Studies show MRI screening in BRCA1 carriers is cost-effective at ~$50,900 per QALY. 

  • This makes it a smart investment from both a patient and payor perspective.

Historically, preventive programs were considered cost centers. Not so with high-risk breast clinics. 

  • Once a patient is flagged as high risk, the care pathway includes reimbursable   genetic counseling and testing, supplemental imaging (MRI or contrast-enhanced mammography), biopsies, chemoprevention, and even risk-reducing surgeries. Each step creates downstream revenue for imaging centers and affiliated specialists – all while improving patient care.

Integration is key. Embedding risk assessment tools like Tyrer-Cuzick or AI-based models (e.g. Mirai) into the high-risk clinic’s imaging workflow enables automatic triage. 

  • Patients with ≥20% lifetime risk can be directly referred to the high-risk clinic. Some models now use short-term risk from imaging data alone to identify the top 5-10% women most likely to develop cancer within five years – significantly outperforming traditional tools in clinical studies.

Successful clinics rely on multidisciplinary teams. Advanced-practice providers manage most visits. Genetic counselors – in person or via telehealth – manage testing results and family history. Patient navigators coordinate follow-ups and authorizations. 
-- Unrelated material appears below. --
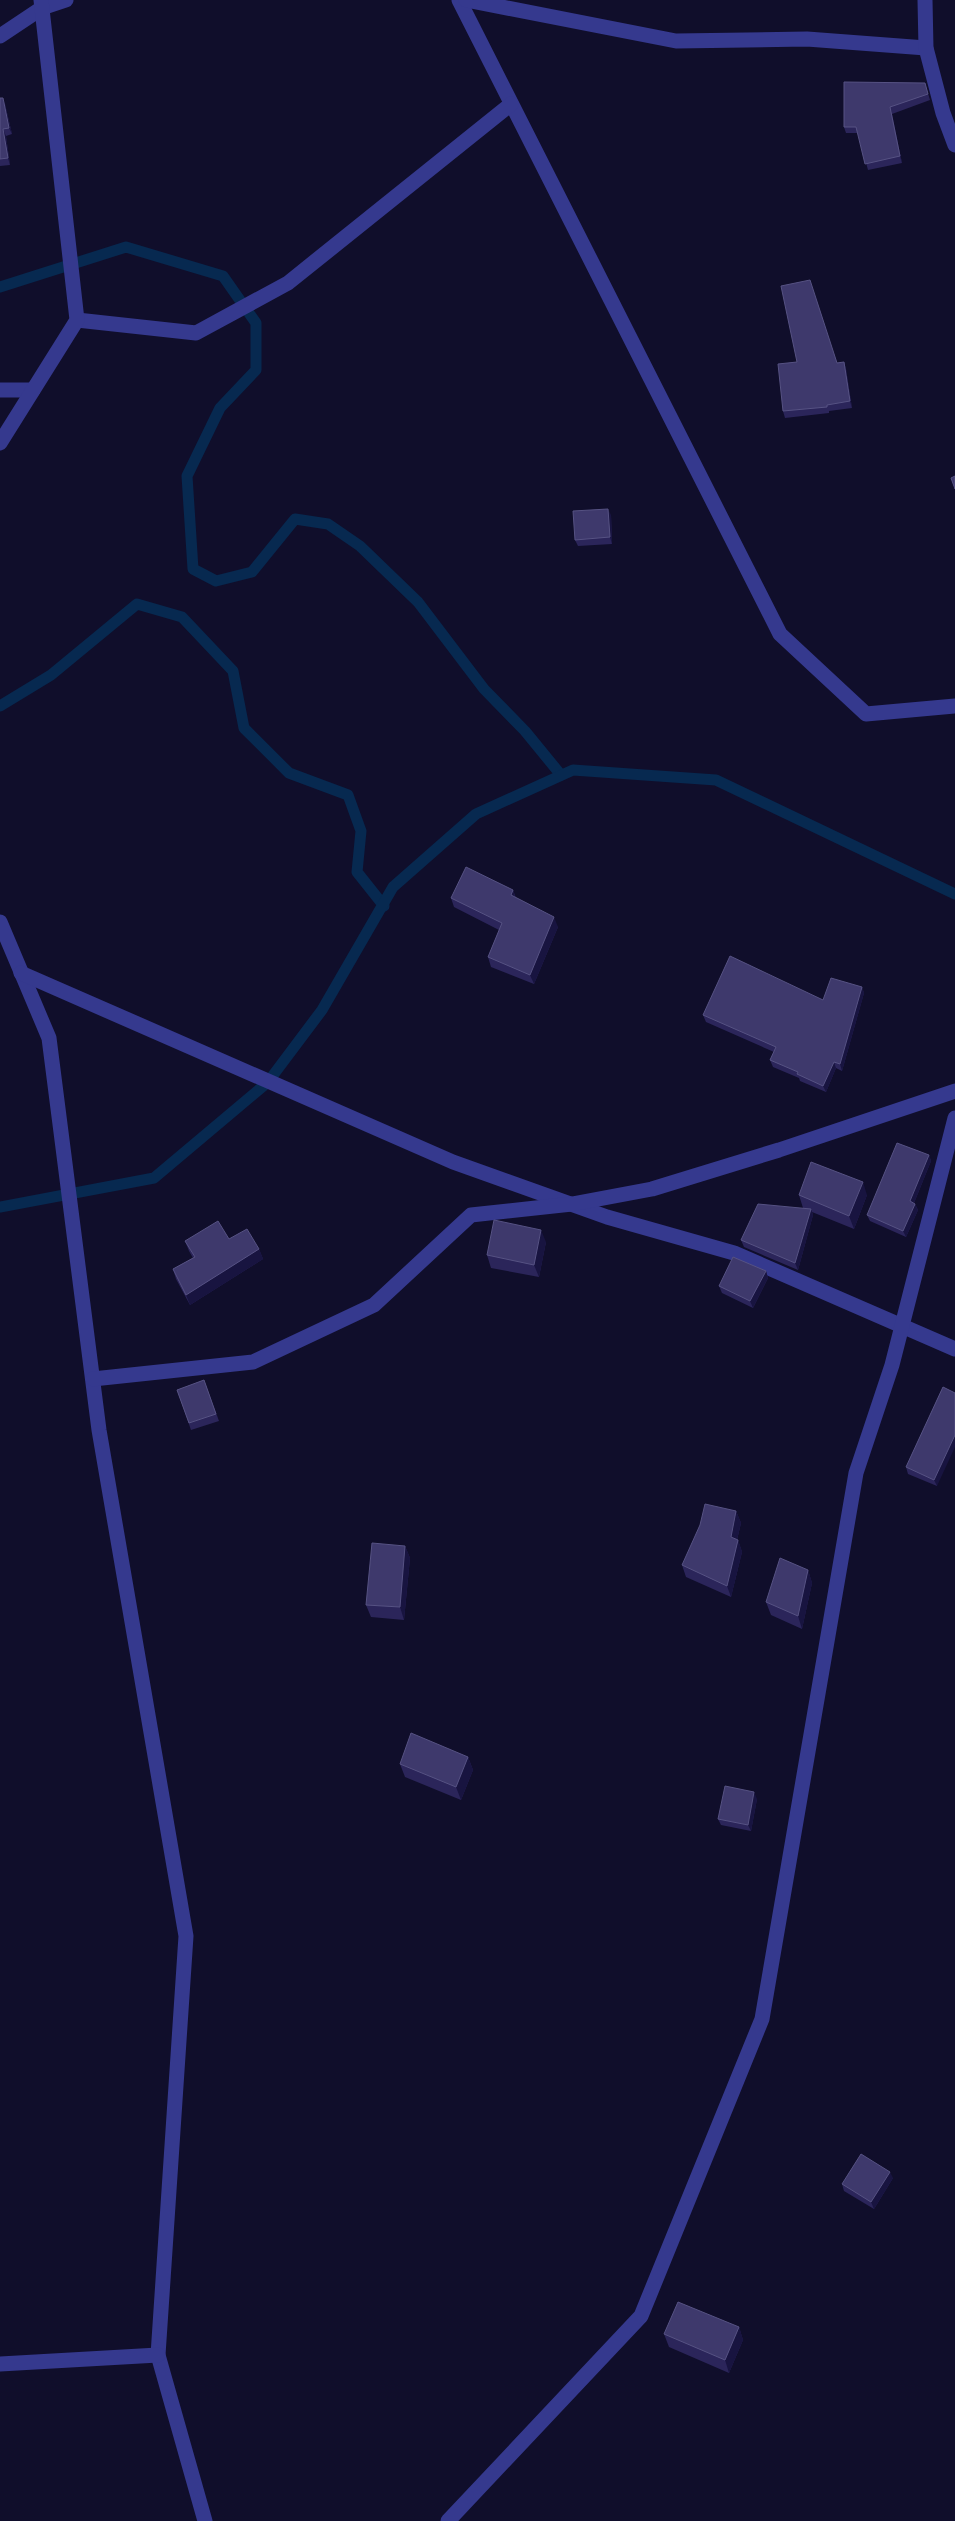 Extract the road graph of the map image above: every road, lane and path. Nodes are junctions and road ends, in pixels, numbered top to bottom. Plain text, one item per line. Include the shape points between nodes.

  • This team-based approach keeps physician time focused and costs under control, ensuring the clinic operates efficiently and sustainably.

The Takeaway

For imaging providers, high-risk breast clinics offer a powerful blend of patient impact and business growth. They reduce expensive late-stage cancers, drive high-value imaging, and create long-term patient relationships. In an era of value-based care, they’re not just a clinical upgrade – they’re a strategic advantage. Forward-thinking imaging leaders are recognizing this model as essential to the future of preventive breast care.